• **Work to complete**: Copy every line of the records below where the word "Camargo" occurs.

#### Records for the task

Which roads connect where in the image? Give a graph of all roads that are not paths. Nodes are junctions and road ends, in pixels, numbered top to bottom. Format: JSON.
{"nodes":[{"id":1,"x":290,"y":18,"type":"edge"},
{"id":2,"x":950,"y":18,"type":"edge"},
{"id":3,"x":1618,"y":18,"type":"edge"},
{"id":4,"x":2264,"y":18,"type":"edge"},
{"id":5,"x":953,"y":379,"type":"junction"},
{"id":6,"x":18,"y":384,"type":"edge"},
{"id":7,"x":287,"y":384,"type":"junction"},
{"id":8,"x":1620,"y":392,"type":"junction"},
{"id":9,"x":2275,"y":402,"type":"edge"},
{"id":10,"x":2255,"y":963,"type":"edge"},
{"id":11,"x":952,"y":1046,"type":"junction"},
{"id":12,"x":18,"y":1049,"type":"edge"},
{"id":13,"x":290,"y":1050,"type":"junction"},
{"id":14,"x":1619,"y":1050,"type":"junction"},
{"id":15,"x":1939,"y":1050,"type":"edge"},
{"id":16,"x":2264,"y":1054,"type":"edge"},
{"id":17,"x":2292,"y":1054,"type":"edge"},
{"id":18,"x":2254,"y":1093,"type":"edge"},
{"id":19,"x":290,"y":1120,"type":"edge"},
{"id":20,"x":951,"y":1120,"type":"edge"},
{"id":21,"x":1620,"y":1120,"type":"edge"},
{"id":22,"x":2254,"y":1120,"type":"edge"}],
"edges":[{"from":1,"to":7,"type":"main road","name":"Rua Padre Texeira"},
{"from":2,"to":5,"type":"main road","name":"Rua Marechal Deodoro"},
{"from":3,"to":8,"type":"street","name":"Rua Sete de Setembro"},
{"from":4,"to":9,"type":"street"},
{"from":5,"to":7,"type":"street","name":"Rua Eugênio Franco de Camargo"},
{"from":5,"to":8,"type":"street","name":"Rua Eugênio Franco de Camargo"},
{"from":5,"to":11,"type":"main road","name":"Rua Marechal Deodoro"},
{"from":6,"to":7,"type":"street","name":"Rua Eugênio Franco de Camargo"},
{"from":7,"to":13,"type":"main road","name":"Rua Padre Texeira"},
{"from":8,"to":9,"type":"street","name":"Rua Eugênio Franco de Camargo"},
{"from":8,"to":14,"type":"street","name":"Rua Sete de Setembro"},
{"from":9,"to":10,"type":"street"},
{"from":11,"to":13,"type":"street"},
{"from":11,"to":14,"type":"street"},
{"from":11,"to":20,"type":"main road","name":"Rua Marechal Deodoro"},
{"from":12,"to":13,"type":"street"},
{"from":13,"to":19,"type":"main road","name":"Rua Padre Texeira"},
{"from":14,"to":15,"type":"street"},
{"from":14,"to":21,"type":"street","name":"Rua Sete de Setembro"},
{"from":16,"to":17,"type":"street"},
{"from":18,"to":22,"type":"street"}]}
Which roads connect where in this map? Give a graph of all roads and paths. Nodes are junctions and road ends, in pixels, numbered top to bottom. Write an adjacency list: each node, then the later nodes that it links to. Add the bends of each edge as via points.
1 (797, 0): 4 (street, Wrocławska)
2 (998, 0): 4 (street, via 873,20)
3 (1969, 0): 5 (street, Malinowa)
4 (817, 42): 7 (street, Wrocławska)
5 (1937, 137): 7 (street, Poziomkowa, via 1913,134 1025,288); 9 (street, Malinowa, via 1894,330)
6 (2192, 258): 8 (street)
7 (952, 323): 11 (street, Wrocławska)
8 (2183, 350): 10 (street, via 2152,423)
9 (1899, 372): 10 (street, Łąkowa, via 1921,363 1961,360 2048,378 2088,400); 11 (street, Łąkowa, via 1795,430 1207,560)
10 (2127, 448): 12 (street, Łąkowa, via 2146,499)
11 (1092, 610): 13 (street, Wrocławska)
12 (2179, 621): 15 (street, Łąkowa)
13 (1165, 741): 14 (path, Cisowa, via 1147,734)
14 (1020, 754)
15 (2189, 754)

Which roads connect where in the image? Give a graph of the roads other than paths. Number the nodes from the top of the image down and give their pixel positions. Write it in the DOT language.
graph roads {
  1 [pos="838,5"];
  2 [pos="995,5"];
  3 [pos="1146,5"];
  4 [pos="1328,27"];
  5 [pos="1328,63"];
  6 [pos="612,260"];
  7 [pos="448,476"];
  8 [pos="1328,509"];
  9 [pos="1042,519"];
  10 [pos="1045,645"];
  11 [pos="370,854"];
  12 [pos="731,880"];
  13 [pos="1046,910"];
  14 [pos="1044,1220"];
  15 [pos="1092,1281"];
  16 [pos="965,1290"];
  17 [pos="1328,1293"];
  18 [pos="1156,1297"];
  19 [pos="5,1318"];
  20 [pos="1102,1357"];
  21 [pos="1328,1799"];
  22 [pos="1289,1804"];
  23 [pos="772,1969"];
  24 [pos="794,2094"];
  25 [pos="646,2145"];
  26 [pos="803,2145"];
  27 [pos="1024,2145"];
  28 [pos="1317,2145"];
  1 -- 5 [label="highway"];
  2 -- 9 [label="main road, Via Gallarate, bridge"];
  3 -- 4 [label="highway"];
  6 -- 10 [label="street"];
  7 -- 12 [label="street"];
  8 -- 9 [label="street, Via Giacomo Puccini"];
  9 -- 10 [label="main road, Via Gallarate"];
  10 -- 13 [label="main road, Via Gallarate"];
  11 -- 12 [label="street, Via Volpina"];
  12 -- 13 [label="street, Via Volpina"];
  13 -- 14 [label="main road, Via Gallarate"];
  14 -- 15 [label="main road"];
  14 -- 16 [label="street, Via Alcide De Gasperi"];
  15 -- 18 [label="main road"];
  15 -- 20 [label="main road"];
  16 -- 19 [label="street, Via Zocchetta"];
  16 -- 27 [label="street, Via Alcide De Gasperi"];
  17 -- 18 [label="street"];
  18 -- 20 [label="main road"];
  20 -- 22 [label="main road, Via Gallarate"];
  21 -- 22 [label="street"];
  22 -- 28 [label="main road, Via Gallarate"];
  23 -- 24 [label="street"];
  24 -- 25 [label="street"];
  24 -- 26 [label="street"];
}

########

• **Solution to this task**:
{"from":5,"to":7,"type":"street","name":"Rua Eugênio Franco de Camargo"},
{"from":5,"to":8,"type":"street","name":"Rua Eugênio Franco de Camargo"},
{"from":6,"to":7,"type":"street","name":"Rua Eugênio Franco de Camargo"},
{"from":8,"to":9,"type":"street","name":"Rua Eugênio Franco de Camargo"},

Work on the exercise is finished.